Required work: Once you have read the records below, restate them word for word.

Source records:
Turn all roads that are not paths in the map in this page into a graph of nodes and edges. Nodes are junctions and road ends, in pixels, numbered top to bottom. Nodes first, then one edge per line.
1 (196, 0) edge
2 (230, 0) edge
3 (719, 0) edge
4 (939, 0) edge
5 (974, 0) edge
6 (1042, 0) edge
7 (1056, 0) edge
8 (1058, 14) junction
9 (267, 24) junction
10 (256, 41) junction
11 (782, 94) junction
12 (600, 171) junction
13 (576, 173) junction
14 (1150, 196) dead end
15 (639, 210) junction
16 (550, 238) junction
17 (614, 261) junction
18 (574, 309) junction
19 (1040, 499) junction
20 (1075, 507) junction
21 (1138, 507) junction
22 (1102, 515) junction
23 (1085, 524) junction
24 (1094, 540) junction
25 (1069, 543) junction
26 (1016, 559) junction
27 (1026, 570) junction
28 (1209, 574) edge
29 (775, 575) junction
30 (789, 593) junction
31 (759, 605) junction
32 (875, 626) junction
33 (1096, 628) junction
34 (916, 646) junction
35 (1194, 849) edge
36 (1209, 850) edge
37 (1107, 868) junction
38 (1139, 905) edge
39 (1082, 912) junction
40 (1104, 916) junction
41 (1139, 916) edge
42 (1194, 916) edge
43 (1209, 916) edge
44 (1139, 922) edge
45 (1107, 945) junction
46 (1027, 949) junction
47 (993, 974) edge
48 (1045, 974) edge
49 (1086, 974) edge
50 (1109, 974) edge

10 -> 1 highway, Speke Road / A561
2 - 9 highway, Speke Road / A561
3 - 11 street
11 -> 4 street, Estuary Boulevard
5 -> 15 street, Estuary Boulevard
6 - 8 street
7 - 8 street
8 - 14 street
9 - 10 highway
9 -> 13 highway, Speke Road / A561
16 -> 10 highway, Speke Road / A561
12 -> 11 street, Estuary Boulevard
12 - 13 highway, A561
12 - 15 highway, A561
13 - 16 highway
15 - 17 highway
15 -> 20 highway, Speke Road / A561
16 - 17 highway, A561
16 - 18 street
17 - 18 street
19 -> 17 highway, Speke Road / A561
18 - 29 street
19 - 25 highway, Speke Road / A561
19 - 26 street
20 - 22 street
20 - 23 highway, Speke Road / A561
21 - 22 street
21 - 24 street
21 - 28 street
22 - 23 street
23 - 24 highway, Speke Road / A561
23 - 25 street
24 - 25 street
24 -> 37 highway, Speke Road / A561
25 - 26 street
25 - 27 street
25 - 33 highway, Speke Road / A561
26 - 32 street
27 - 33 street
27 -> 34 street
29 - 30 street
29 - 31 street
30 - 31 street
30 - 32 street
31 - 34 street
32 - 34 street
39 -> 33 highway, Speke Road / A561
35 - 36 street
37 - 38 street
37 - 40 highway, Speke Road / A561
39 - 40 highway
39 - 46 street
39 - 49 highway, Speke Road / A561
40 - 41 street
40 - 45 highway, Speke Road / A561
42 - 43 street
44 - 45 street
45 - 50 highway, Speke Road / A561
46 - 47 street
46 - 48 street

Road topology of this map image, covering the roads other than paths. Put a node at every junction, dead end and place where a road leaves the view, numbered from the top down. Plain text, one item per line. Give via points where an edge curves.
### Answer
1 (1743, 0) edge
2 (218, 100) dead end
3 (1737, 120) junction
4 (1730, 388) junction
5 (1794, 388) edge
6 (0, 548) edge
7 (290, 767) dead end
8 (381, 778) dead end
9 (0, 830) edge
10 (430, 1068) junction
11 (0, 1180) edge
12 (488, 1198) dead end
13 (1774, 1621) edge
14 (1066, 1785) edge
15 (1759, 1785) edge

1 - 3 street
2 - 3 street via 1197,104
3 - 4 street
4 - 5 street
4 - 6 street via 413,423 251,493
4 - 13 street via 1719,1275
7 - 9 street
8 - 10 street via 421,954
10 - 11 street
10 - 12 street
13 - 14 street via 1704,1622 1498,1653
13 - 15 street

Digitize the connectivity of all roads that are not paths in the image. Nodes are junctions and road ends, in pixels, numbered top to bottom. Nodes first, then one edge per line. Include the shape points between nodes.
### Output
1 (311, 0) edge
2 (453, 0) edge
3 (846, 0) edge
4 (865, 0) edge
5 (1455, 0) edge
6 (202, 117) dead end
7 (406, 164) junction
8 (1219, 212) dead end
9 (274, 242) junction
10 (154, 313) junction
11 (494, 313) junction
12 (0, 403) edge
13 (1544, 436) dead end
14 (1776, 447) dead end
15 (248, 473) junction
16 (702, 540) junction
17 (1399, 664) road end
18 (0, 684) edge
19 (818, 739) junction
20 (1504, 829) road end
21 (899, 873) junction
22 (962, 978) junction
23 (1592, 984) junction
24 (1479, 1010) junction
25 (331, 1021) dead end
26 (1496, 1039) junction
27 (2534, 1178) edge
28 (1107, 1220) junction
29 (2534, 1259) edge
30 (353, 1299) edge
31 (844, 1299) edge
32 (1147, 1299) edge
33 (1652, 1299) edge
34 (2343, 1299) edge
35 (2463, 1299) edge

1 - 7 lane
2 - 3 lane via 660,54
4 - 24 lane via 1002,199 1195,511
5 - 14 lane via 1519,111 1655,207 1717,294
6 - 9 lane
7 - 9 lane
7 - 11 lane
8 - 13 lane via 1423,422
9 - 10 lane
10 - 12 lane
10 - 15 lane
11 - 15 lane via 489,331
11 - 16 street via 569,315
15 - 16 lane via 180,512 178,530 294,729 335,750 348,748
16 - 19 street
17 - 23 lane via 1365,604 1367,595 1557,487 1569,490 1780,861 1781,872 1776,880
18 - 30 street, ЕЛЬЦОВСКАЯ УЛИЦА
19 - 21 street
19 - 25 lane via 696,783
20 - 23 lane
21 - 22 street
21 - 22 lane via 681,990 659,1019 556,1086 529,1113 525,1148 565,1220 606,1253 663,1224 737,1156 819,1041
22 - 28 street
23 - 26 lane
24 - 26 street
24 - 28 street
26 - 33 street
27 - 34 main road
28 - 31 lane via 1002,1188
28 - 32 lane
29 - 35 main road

Completed exercise:
Turn all roads that are not paths in the map in this page into a graph of nodes and edges. Nodes are junctions and road ends, in pixels, numbered top to bottom. Nodes first, then one edge per line.
1 (196, 0) edge
2 (230, 0) edge
3 (719, 0) edge
4 (939, 0) edge
5 (974, 0) edge
6 (1042, 0) edge
7 (1056, 0) edge
8 (1058, 14) junction
9 (267, 24) junction
10 (256, 41) junction
11 (782, 94) junction
12 (600, 171) junction
13 (576, 173) junction
14 (1150, 196) dead end
15 (639, 210) junction
16 (550, 238) junction
17 (614, 261) junction
18 (574, 309) junction
19 (1040, 499) junction
20 (1075, 507) junction
21 (1138, 507) junction
22 (1102, 515) junction
23 (1085, 524) junction
24 (1094, 540) junction
25 (1069, 543) junction
26 (1016, 559) junction
27 (1026, 570) junction
28 (1209, 574) edge
29 (775, 575) junction
30 (789, 593) junction
31 (759, 605) junction
32 (875, 626) junction
33 (1096, 628) junction
34 (916, 646) junction
35 (1194, 849) edge
36 (1209, 850) edge
37 (1107, 868) junction
38 (1139, 905) edge
39 (1082, 912) junction
40 (1104, 916) junction
41 (1139, 916) edge
42 (1194, 916) edge
43 (1209, 916) edge
44 (1139, 922) edge
45 (1107, 945) junction
46 (1027, 949) junction
47 (993, 974) edge
48 (1045, 974) edge
49 (1086, 974) edge
50 (1109, 974) edge

10 -> 1 highway, Speke Road / A561
2 - 9 highway, Speke Road / A561
3 - 11 street
11 -> 4 street, Estuary Boulevard
5 -> 15 street, Estuary Boulevard
6 - 8 street
7 - 8 street
8 - 14 street
9 - 10 highway
9 -> 13 highway, Speke Road / A561
16 -> 10 highway, Speke Road / A561
12 -> 11 street, Estuary Boulevard
12 - 13 highway, A561
12 - 15 highway, A561
13 - 16 highway
15 - 17 highway
15 -> 20 highway, Speke Road / A561
16 - 17 highway, A561
16 - 18 street
17 - 18 street
19 -> 17 highway, Speke Road / A561
18 - 29 street
19 - 25 highway, Speke Road / A561
19 - 26 street
20 - 22 street
20 - 23 highway, Speke Road / A561
21 - 22 street
21 - 24 street
21 - 28 street
22 - 23 street
23 - 24 highway, Speke Road / A561
23 - 25 street
24 - 25 street
24 -> 37 highway, Speke Road / A561
25 - 26 street
25 - 27 street
25 - 33 highway, Speke Road / A561
26 - 32 street
27 - 33 street
27 -> 34 street
29 - 30 street
29 - 31 street
30 - 31 street
30 - 32 street
31 - 34 street
32 - 34 street
39 -> 33 highway, Speke Road / A561
35 - 36 street
37 - 38 street
37 - 40 highway, Speke Road / A561
39 - 40 highway
39 - 46 street
39 - 49 highway, Speke Road / A561
40 - 41 street
40 - 45 highway, Speke Road / A561
42 - 43 street
44 - 45 street
45 - 50 highway, Speke Road / A561
46 - 47 street
46 - 48 street

Road topology of this map image, covering the roads other than paths. Put a node at every junction, dead end and place where a road leaves the view, numbered from the top down. Plain text, one item per line. Give via points where an edge curves.
### Answer
1 (1743, 0) edge
2 (218, 100) dead end
3 (1737, 120) junction
4 (1730, 388) junction
5 (1794, 388) edge
6 (0, 548) edge
7 (290, 767) dead end
8 (381, 778) dead end
9 (0, 830) edge
10 (430, 1068) junction
11 (0, 1180) edge
12 (488, 1198) dead end
13 (1774, 1621) edge
14 (1066, 1785) edge
15 (1759, 1785) edge

1 - 3 street
2 - 3 street via 1197,104
3 - 4 street
4 - 5 street
4 - 6 street via 413,423 251,493
4 - 13 street via 1719,1275
7 - 9 street
8 - 10 street via 421,954
10 - 11 street
10 - 12 street
13 - 14 street via 1704,1622 1498,1653
13 - 15 street

Digitize the connectivity of all roads that are not paths in the image. Nodes are junctions and road ends, in pixels, numbered top to bottom. Nodes first, then one edge per line. Include the shape points between nodes.
### Output
1 (311, 0) edge
2 (453, 0) edge
3 (846, 0) edge
4 (865, 0) edge
5 (1455, 0) edge
6 (202, 117) dead end
7 (406, 164) junction
8 (1219, 212) dead end
9 (274, 242) junction
10 (154, 313) junction
11 (494, 313) junction
12 (0, 403) edge
13 (1544, 436) dead end
14 (1776, 447) dead end
15 (248, 473) junction
16 (702, 540) junction
17 (1399, 664) road end
18 (0, 684) edge
19 (818, 739) junction
20 (1504, 829) road end
21 (899, 873) junction
22 (962, 978) junction
23 (1592, 984) junction
24 (1479, 1010) junction
25 (331, 1021) dead end
26 (1496, 1039) junction
27 (2534, 1178) edge
28 (1107, 1220) junction
29 (2534, 1259) edge
30 (353, 1299) edge
31 (844, 1299) edge
32 (1147, 1299) edge
33 (1652, 1299) edge
34 (2343, 1299) edge
35 (2463, 1299) edge

1 - 7 lane
2 - 3 lane via 660,54
4 - 24 lane via 1002,199 1195,511
5 - 14 lane via 1519,111 1655,207 1717,294
6 - 9 lane
7 - 9 lane
7 - 11 lane
8 - 13 lane via 1423,422
9 - 10 lane
10 - 12 lane
10 - 15 lane
11 - 15 lane via 489,331
11 - 16 street via 569,315
15 - 16 lane via 180,512 178,530 294,729 335,750 348,748
16 - 19 street
17 - 23 lane via 1365,604 1367,595 1557,487 1569,490 1780,861 1781,872 1776,880
18 - 30 street, ЕЛЬЦОВСКАЯ УЛИЦА
19 - 21 street
19 - 25 lane via 696,783
20 - 23 lane
21 - 22 street
21 - 22 lane via 681,990 659,1019 556,1086 529,1113 525,1148 565,1220 606,1253 663,1224 737,1156 819,1041
22 - 28 street
23 - 26 lane
24 - 26 street
24 - 28 street
26 - 33 street
27 - 34 main road
28 - 31 lane via 1002,1188
28 - 32 lane
29 - 35 main road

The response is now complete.